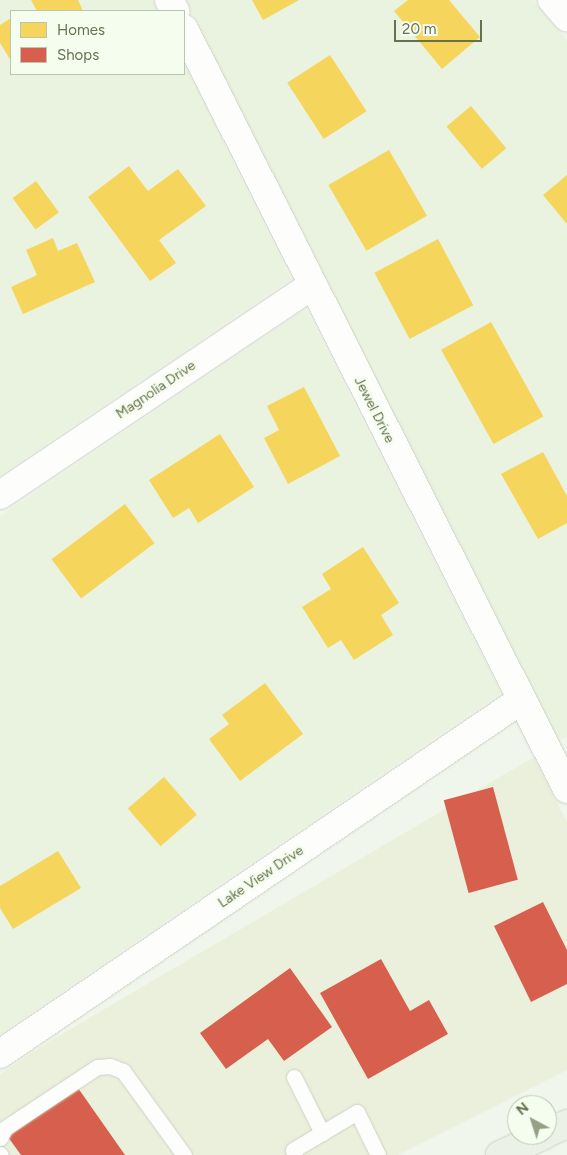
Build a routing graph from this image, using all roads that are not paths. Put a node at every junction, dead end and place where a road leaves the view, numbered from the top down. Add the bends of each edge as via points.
1 (185, 31) edge
2 (311, 286) junction
3 (0, 495) edge
4 (521, 700) junction
5 (567, 789) edge
6 (0, 1054) edge
7 (294, 1076) dead end
8 (322, 1133) junction
9 (0, 1138) edge
10 (521, 1145) edge
11 (184, 1155) edge
12 (295, 1155) edge
13 (378, 1155) edge
14 (500, 1155) edge

1 - 2 street, Jewel Drive
2 - 3 street, Magnolia Drive
2 - 4 street, Jewel Drive
4 - 5 street, Jewel Drive
4 - 6 street, Lake View Drive
7 - 8 lane
8 - 12 lane via 293,1150
8 - 13 lane via 358,1112
9 - 11 lane via 4,1128 97,1067 110,1066 123,1071
10 - 14 main road

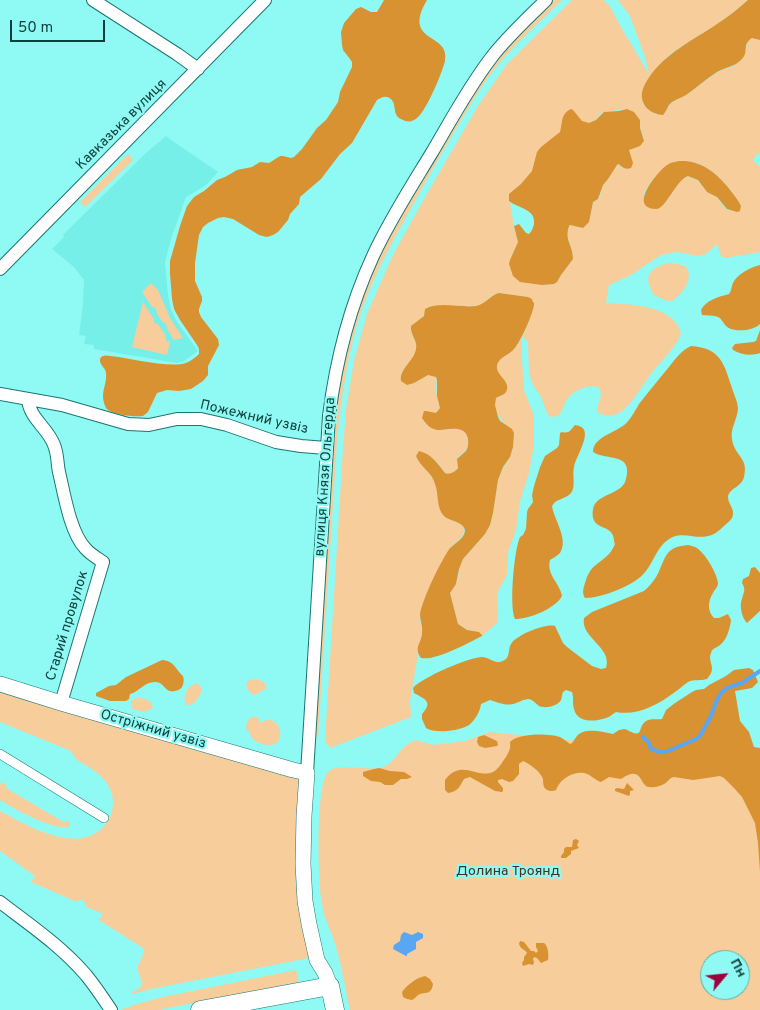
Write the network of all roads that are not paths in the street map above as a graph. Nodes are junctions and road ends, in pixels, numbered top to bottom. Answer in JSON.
== == ==
▶ [Task details]:
Leaving the pictures out, output the material exactly as it appears.

▶ [Solution to the exercise]:
Build a routing graph from this image, using all roads that are not paths. Put a node at every junction, dead end and place where a road leaves the view, numbered from the top down. Add the bends of each edge as via points.
1 (185, 31) edge
2 (311, 286) junction
3 (0, 495) edge
4 (521, 700) junction
5 (567, 789) edge
6 (0, 1054) edge
7 (294, 1076) dead end
8 (322, 1133) junction
9 (0, 1138) edge
10 (521, 1145) edge
11 (184, 1155) edge
12 (295, 1155) edge
13 (378, 1155) edge
14 (500, 1155) edge

1 - 2 street, Jewel Drive
2 - 3 street, Magnolia Drive
2 - 4 street, Jewel Drive
4 - 5 street, Jewel Drive
4 - 6 street, Lake View Drive
7 - 8 lane
8 - 12 lane via 293,1150
8 - 13 lane via 358,1112
9 - 11 lane via 4,1128 97,1067 110,1066 123,1071
10 - 14 main road

Write the network of all roads that are not paths in the street map above as a graph. Nodes are junctions and road ends, in pixels, numbered top to bottom. Answer in JSON.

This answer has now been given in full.